In the provincial electrons in 1946 the League got grand success in the seats reserved for Muslims. Hence it persisted its demand for Pakistan.
In March 1946, the Cabinet Mission came to Delhi to examine this demand and to suggest a suitable political framework for a free India. This Mission suggested that India should remain united and constitute itself as a loose confederation with some autonomy for Muslim-majority areas. Neither the Congress nor the Muslim League agreed to it. The failure of the Cabinet Mission made partition inevitable. Ultimately in 1947 partition took place with the birth of a new country, i.e. Pakistan.
 Q.10 Find out more about the life and work of any two participants or leaders of the national movement and write a short essay about them. You may choose a person not mentioned in this chapter.
Ans. (a) Dr. Rajendra Prasad 

Dr. Rajendra Prasad started his political career as a social worker. He came under the influence of Mahatma Gandhi since the Champaran Satyagrahs of 1918. He came in the light when he took sincere part in Champaran Satyagraha. The Jallianwala Bagh atrocities deeply perturbed him. He was sent to jail many times. He struggled hard for the independence of the country. He was the most uncontrovercial figure in the Indian politics. Under his presidentship the country made all round progress.
(b) Jaiprakash Narayan 
Jaiprakash Narayan fully dedicated his life for the welfare of the country. In 1934, be plunged into the struggle for freedom.
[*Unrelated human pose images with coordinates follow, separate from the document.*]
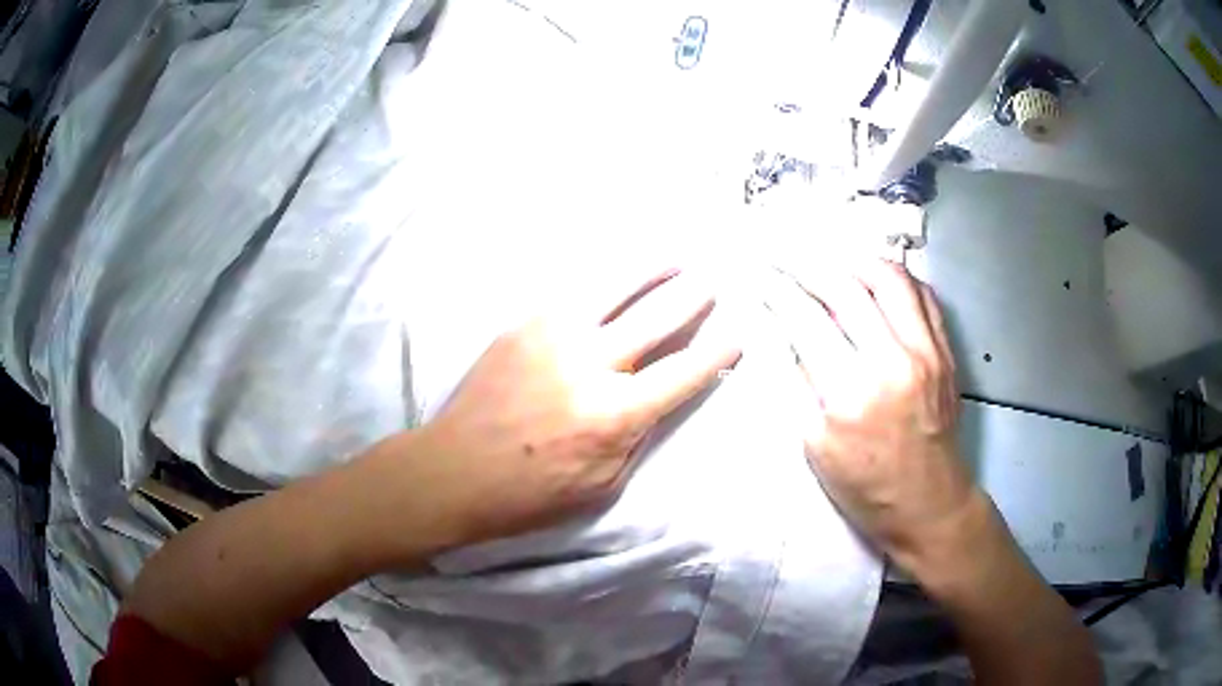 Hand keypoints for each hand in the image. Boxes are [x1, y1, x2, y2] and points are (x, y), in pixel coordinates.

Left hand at [416, 269, 741, 543]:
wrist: (454, 471)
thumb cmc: (529, 494)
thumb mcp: (601, 485)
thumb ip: (634, 437)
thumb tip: (653, 399)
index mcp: (615, 415)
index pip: (682, 374)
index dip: (716, 354)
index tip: (737, 336)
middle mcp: (590, 365)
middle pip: (656, 319)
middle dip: (692, 299)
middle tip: (712, 284)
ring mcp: (552, 337)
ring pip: (613, 289)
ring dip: (649, 270)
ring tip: (673, 258)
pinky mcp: (522, 326)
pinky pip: (571, 292)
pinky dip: (601, 280)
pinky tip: (613, 274)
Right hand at [768, 259, 972, 571]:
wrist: (928, 504)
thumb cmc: (865, 487)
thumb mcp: (814, 447)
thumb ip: (792, 382)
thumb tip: (770, 329)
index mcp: (851, 394)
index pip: (806, 319)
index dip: (777, 287)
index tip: (758, 271)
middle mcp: (893, 362)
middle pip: (847, 287)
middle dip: (808, 262)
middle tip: (785, 253)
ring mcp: (927, 351)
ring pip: (890, 277)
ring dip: (853, 259)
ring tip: (829, 257)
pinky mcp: (946, 351)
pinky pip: (922, 294)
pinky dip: (894, 277)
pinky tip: (874, 278) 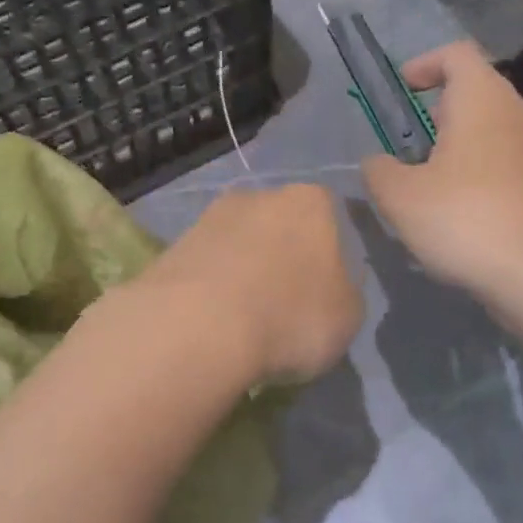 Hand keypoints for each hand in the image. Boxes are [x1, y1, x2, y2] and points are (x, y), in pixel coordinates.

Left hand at [135, 185, 362, 383]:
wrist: (199, 327)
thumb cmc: (292, 316)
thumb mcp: (348, 317)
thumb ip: (345, 292)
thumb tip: (330, 288)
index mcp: (313, 202)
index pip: (332, 221)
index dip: (331, 259)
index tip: (325, 294)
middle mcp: (261, 195)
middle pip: (282, 228)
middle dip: (284, 260)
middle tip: (285, 307)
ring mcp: (212, 216)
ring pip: (240, 245)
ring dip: (244, 274)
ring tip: (244, 322)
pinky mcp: (173, 245)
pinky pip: (207, 268)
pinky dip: (212, 290)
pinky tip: (213, 322)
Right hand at [362, 41, 522, 302]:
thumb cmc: (465, 219)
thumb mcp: (400, 197)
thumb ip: (379, 171)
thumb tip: (376, 163)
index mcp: (483, 99)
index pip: (457, 53)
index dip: (425, 63)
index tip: (403, 90)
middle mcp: (520, 113)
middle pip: (478, 92)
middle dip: (440, 112)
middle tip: (410, 146)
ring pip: (496, 131)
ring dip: (463, 147)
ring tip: (433, 183)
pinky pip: (511, 163)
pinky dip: (485, 174)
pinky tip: (465, 214) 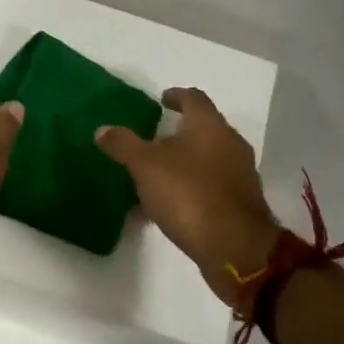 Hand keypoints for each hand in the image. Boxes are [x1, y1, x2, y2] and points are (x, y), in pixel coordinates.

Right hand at [96, 85, 280, 304]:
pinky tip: (165, 208)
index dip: (176, 96)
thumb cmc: (189, 193)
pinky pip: (209, 188)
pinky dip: (188, 190)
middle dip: (177, 134)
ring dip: (182, 165)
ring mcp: (239, 175)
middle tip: (151, 140)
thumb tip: (103, 129)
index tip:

In the same he became the Secretary of the Socialist Party. Jawaharlal Nehru offered him the membership of the Congress Working Committee in 1946 but he rejected the offer. On Nehru’s second request, he joined the Congress Committee with Ram Manohar Lohia but both of them left it soon. Shri Jaiprakash Narayan became the General Secretary of the Socialist Party which got itself separated from the Congress. He took great interest in the political development of the country. He is known for his selfless service for the nation.